**WHAT YOU ARE ASKED TO DO:**
Copy, from the material below, each line where "points" shows up.
== Segment start ==
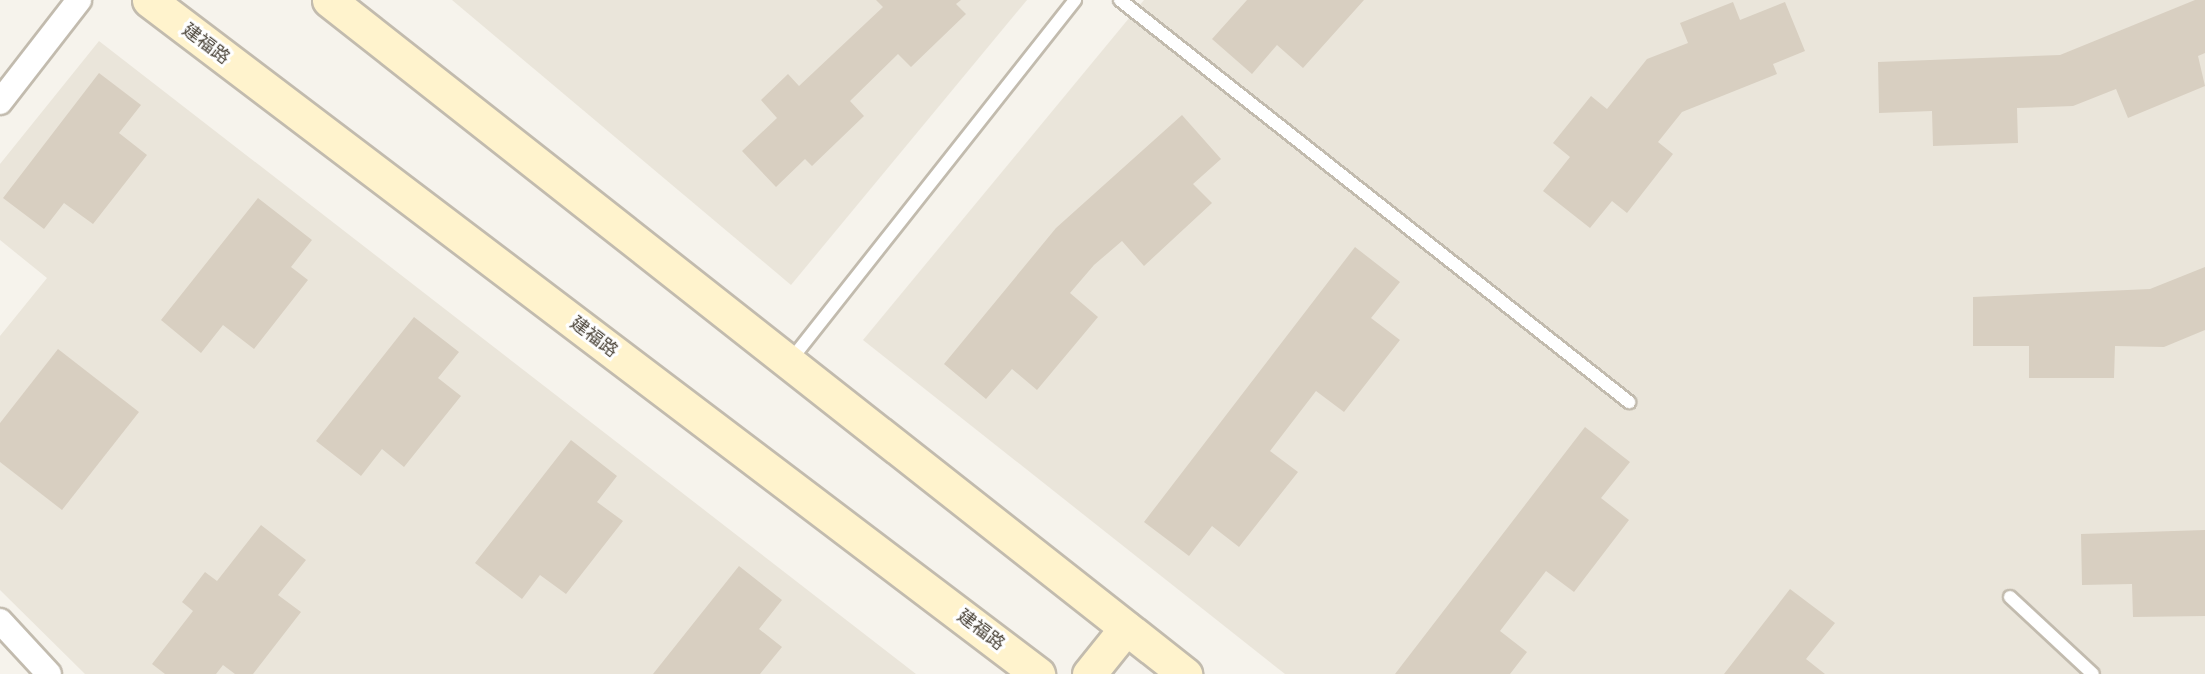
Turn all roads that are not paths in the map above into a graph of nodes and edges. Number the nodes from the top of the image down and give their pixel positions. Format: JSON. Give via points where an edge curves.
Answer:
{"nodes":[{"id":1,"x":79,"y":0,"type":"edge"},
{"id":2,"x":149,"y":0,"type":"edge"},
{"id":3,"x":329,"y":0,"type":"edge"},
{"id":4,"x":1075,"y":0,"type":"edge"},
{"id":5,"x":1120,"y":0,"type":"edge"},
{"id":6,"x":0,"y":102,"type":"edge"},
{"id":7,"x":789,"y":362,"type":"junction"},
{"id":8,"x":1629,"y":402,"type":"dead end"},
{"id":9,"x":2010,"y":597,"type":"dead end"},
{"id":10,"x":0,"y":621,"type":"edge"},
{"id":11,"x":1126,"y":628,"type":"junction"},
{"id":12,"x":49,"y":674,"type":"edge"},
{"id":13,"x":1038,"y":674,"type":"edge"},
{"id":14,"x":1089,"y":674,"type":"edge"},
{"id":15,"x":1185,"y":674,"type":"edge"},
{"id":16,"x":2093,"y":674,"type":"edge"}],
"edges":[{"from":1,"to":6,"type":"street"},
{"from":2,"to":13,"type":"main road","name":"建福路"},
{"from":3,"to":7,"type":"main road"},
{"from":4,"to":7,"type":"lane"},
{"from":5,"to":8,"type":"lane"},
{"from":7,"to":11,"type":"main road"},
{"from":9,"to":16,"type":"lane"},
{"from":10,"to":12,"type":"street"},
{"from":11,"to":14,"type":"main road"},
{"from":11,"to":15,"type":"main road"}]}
== Segment end ==
== Segment start ==
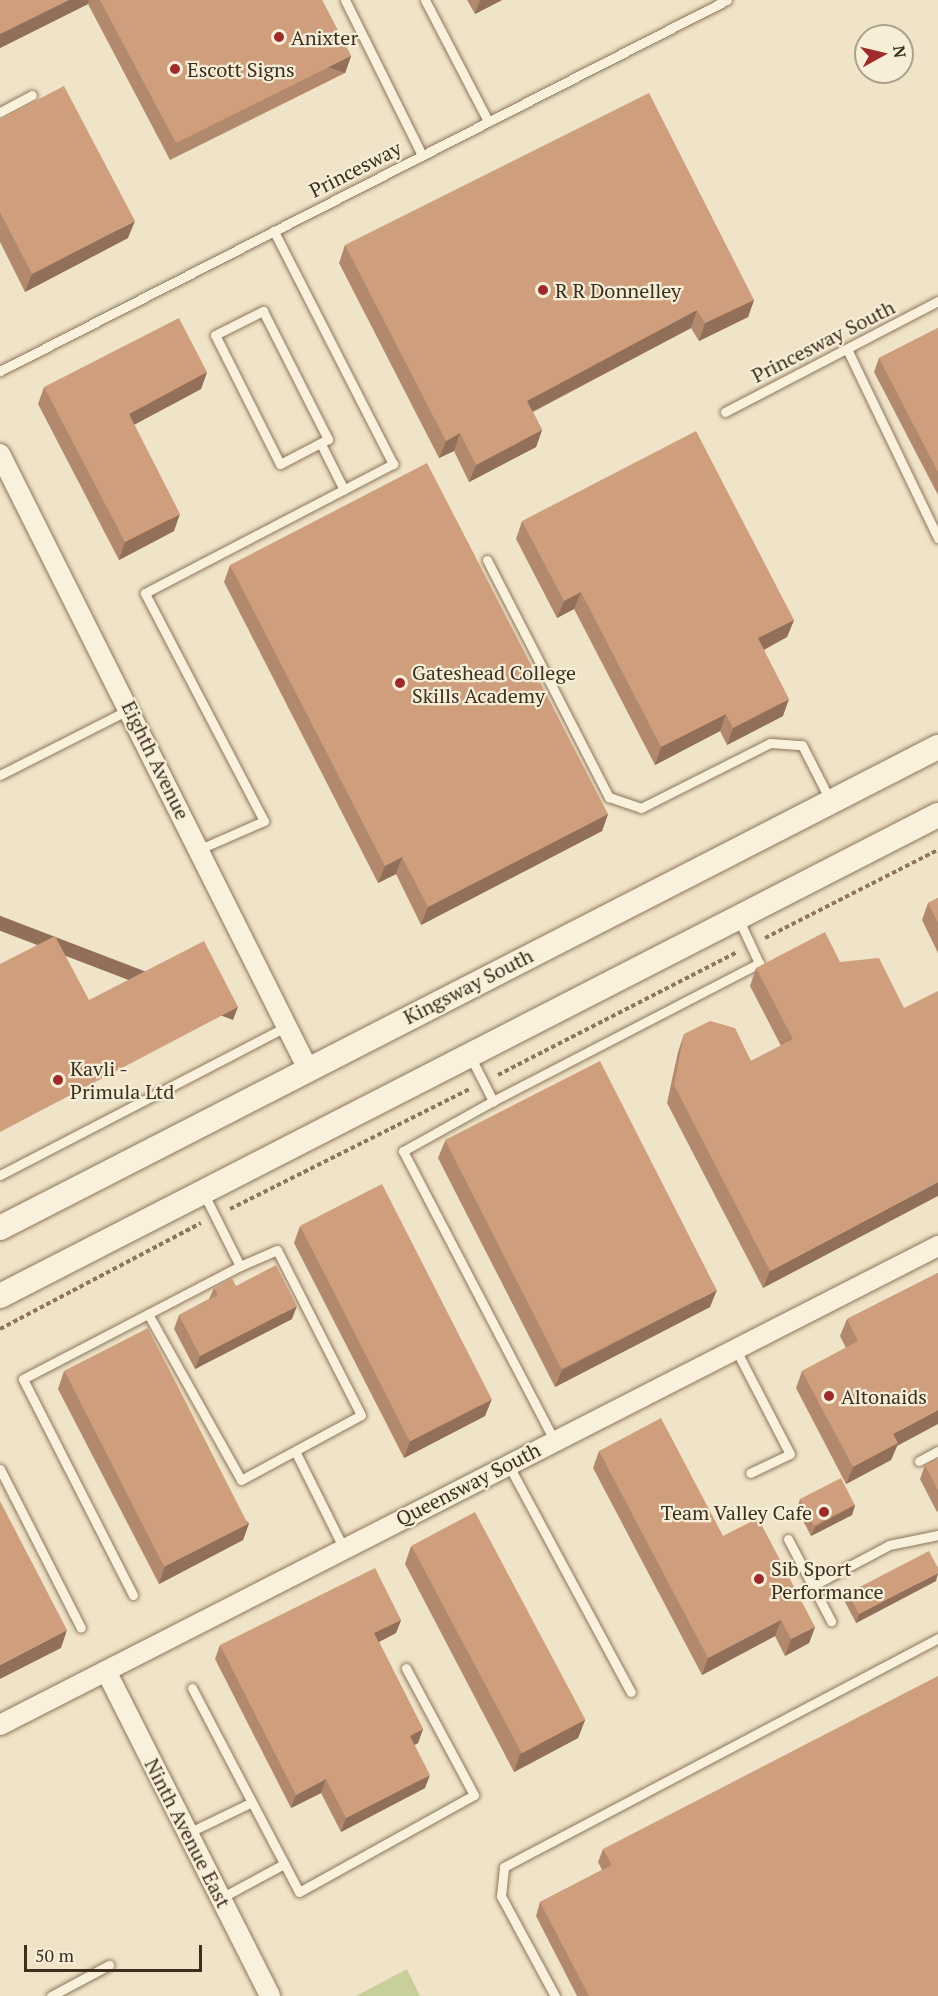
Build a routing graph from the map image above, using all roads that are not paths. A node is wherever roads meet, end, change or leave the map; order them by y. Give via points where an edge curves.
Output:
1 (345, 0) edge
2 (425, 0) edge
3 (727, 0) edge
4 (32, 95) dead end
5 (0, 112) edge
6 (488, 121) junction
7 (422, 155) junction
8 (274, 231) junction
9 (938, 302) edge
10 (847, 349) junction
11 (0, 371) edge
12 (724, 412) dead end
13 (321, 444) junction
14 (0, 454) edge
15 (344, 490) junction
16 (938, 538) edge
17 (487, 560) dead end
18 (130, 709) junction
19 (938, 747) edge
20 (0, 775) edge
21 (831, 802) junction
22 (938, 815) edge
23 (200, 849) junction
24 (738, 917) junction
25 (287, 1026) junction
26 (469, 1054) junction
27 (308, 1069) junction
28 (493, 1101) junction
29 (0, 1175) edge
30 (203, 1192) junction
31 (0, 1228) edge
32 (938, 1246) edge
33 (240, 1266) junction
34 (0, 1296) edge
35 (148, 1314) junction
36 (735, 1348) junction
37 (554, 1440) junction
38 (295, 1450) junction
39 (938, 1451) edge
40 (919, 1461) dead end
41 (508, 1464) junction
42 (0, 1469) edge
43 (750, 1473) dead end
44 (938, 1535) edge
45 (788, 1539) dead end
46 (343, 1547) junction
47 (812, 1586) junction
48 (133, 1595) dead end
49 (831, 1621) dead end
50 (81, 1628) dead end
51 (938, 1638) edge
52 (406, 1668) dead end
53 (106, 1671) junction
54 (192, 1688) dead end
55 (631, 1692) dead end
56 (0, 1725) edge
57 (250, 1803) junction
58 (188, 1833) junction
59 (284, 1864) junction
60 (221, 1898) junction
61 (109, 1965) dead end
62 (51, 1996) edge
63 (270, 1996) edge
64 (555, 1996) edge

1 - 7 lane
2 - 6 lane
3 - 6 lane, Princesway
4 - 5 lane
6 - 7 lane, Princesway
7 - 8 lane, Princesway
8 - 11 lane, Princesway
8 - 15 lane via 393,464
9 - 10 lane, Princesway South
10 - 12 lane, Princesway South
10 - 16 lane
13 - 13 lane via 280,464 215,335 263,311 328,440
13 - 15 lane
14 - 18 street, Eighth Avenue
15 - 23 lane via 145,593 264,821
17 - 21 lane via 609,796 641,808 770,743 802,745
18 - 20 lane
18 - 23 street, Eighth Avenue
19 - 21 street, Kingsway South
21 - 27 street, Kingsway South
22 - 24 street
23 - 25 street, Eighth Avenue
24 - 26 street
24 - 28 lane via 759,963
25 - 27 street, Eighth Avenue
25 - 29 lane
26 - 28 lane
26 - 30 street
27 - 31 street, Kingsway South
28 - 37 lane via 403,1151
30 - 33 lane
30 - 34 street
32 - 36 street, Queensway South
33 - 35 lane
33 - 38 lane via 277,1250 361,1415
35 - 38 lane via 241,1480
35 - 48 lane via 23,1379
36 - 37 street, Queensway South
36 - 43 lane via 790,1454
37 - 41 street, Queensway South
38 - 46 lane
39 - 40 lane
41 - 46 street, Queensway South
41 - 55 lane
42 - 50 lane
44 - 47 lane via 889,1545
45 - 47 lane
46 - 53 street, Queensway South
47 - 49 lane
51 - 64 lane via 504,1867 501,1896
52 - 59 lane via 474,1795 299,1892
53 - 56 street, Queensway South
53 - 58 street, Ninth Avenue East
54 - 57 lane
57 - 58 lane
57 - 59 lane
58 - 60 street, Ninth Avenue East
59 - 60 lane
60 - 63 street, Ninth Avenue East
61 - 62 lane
== Segment end ==
**SOLUTION TO THIS PROBLEM:**
Turn all roads that are not paths in the map above into a graph of nodes and edges. Number the nodes from the top of the image down and give their pixel positions. Format: JSON. Give via points where an edge curves.
Build a routing graph from the map image above, using all roads that are not paths. A node is wherever roads meet, end, change or leave the map; order them by y. Give via points where an edge curves.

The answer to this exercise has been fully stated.